少なくとも、帰還路を狙われるたびに同じ恐怖を味わう確率は下がる。
ただし。
それで終わらないのが黒門だ。
応答核の光が、少しずつ色を変え始めた。
赤金から、わずかに深い赤へ。
「……レン」
ミリアが低く言う。
「嫌な感じ」
「俺も」
UIに新しい反応が走る。
⸻
【第一環安定度の変化を確認】
【安定化に伴い、封鎖されていた側路の一部が開示されます】
⸻
「……側路?」
俺が呟いた瞬間、祭壇の右奥の岩壁に、細い亀裂のような道が浮かび上がった。
前回はなかった。
明らかに新しく開いた道だ。
その奥は暗い。
だが、ただ暗いだけじゃない。
微かに青白い光が脈打っている。
「青……?」
ミリアが眉を寄せる。
「黒門の中なのに、色が違う」
その瞬間、俺の頭に、第一環突破時に流れ込んだ“複数の門”の記録がよみがえる。
黒。
白。
青。
それぞれ別の門。
まさか。
「これ、他環門の気配かもしれない」
「えっ」
ミリアが息を呑む。
UIも、それを裏づけるように表示した。
⸻
【未確認側路を検出】
【第一環内部接続路の可能性】
【先に青系統反応を確認】
【詳細不明】
⸻
「やっぱり……」
思わず呟く。
第一環の中に、別の門系統へ繋がる可能性のある道。
それが今、帰還路を守ったことで開いた。
「……行く?」
ミリアが小さく訊く。
その問いに、俺はすぐには答えられなかった。
行きたい。
正直、ものすごく気になる。
でも今ここで踏み込むのは、準備不足にも程がある。
第一環再接触の目的は達した。
帰還路の安定も確認した。
ここで欲を出すのは、黒門が一番待っている展開かもしれない。
「……今日は行かない」
俺ははっきり言った。
ミリアが目を丸くする。
「珍しい」
「俺だって学習する」
「ほんとに?」
「今回はほんとに」
ルクスとネフィも、今は静かだった。
無理に進みたがる感じはない。
むしろ、あの青白い側路を警戒しているように見える。
だったら答えは出ている。
「帰る。
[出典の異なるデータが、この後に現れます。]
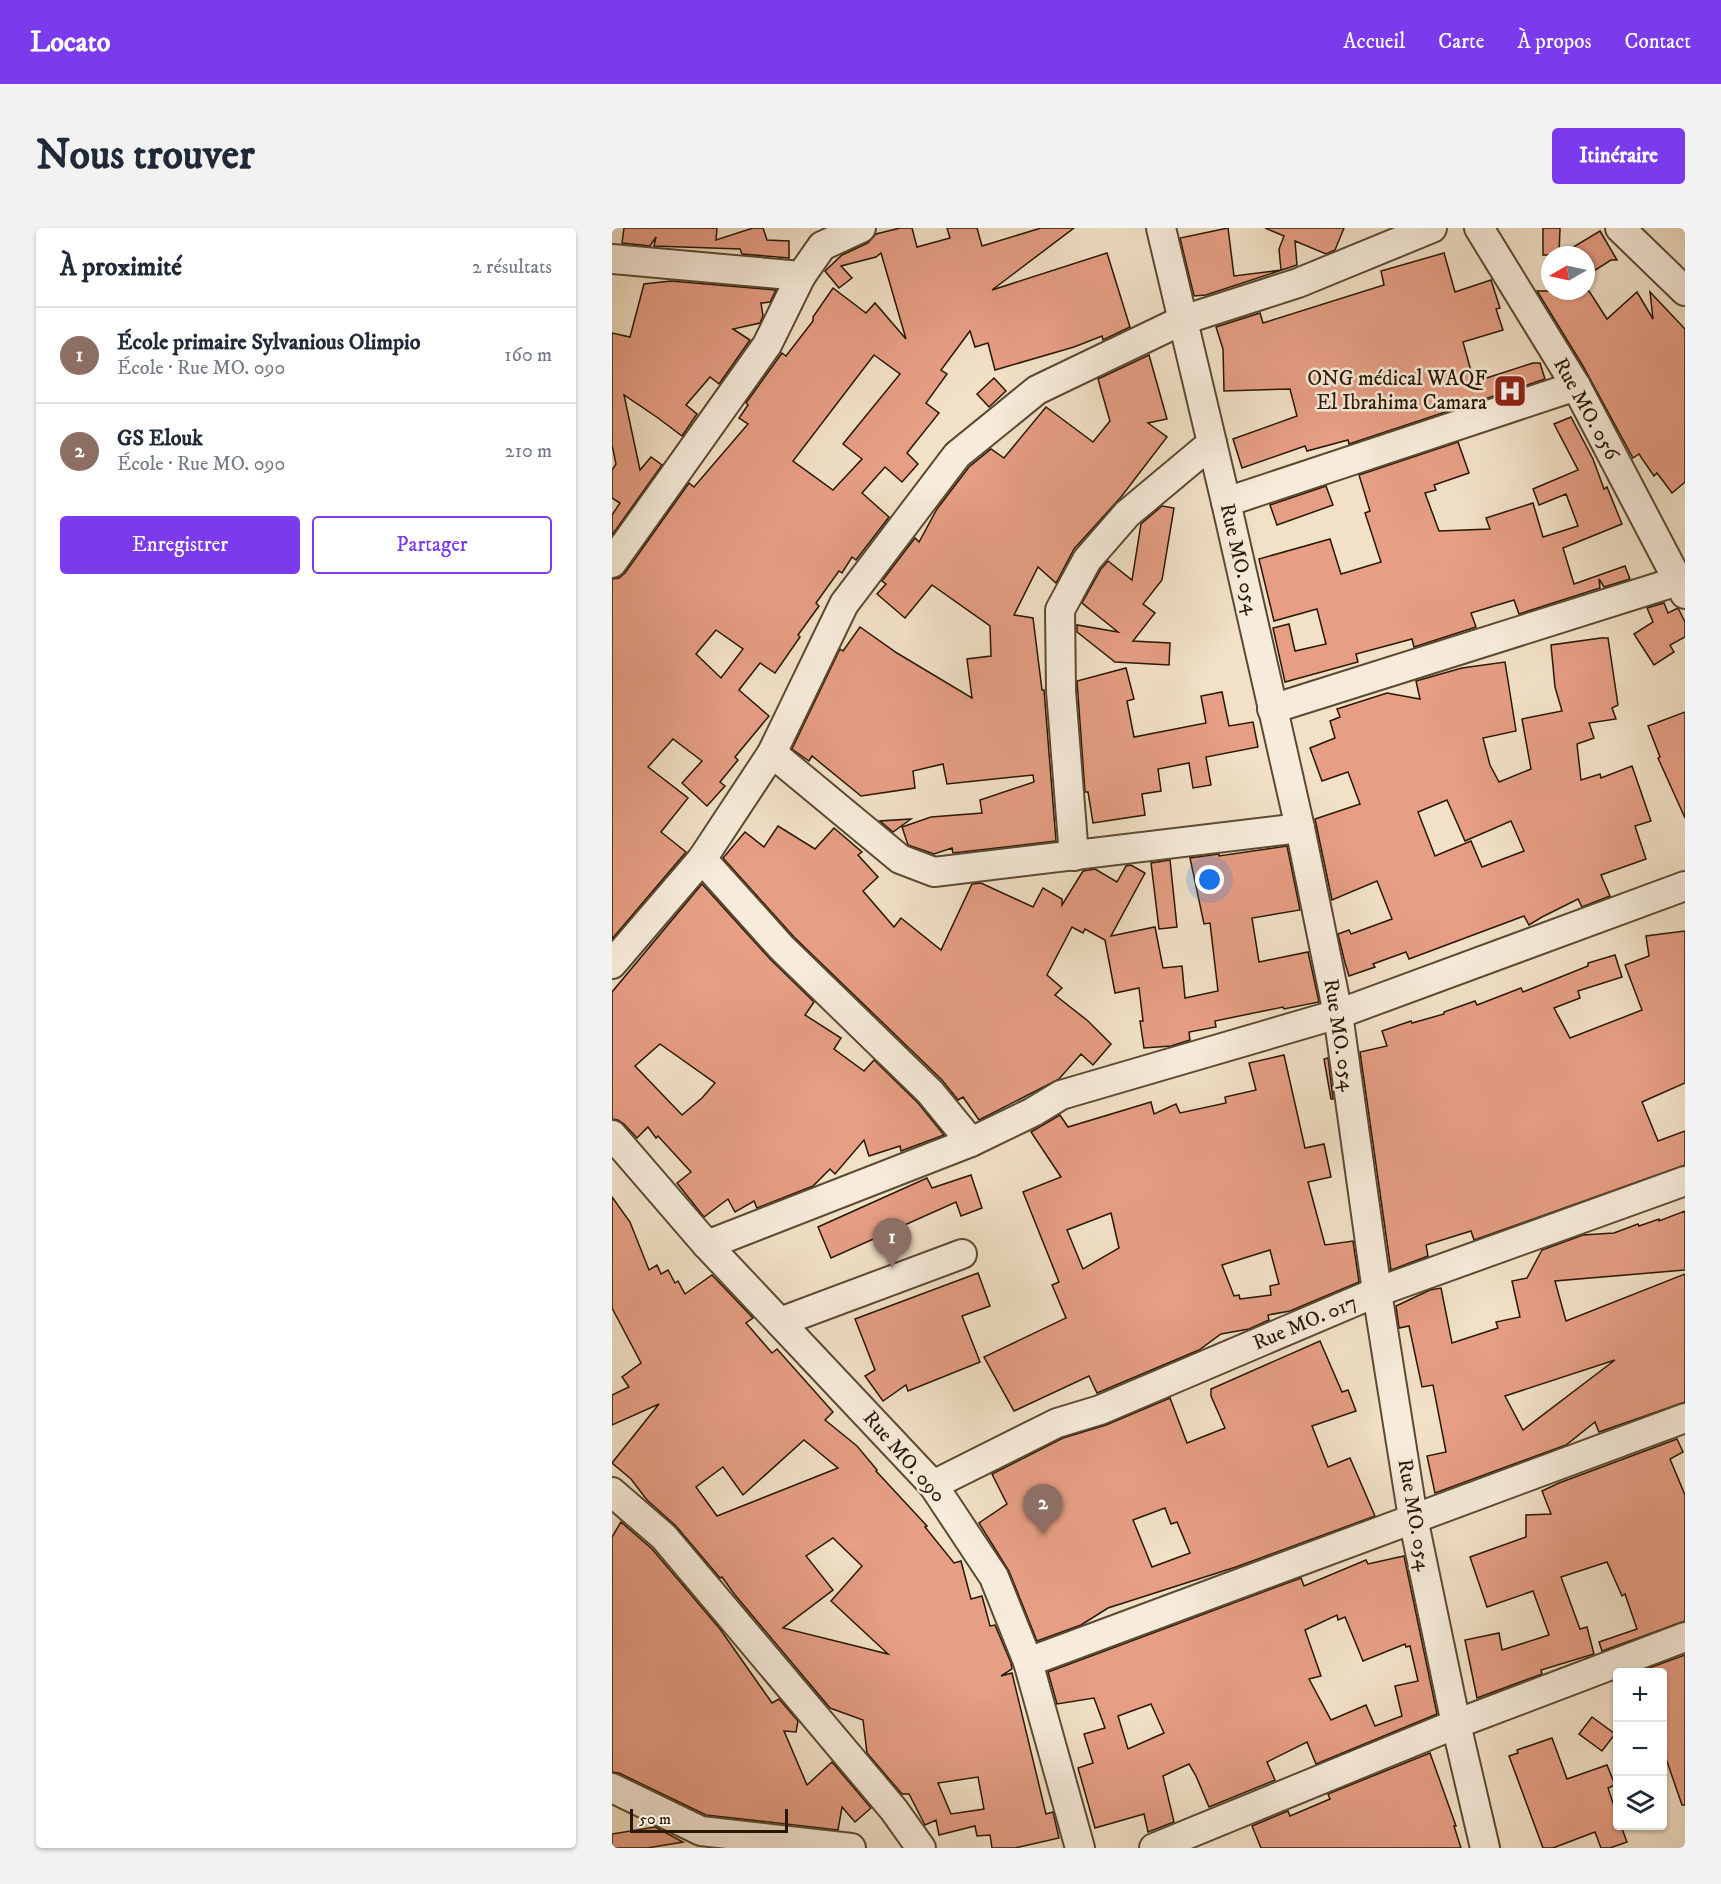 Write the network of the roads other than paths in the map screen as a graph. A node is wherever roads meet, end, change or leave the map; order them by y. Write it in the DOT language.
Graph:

情報を持って」
「賛成」
ミリアもすぐ頷いた。
「それでいいわ。今ここで別ルートとか、さすがに怖すぎる」
同感だった。
俺はもう一度、青白い側路を見た。
第一環の先。
黒門の内側に、別の色の気配。
それはきっと、この世界の謎そのものへ繋がっている。
でも今日はまだ、その時じゃない。
「……次は、お前の正体も見に行くからな」
小さくそう呟いて、俺は帰還路へ向き直った。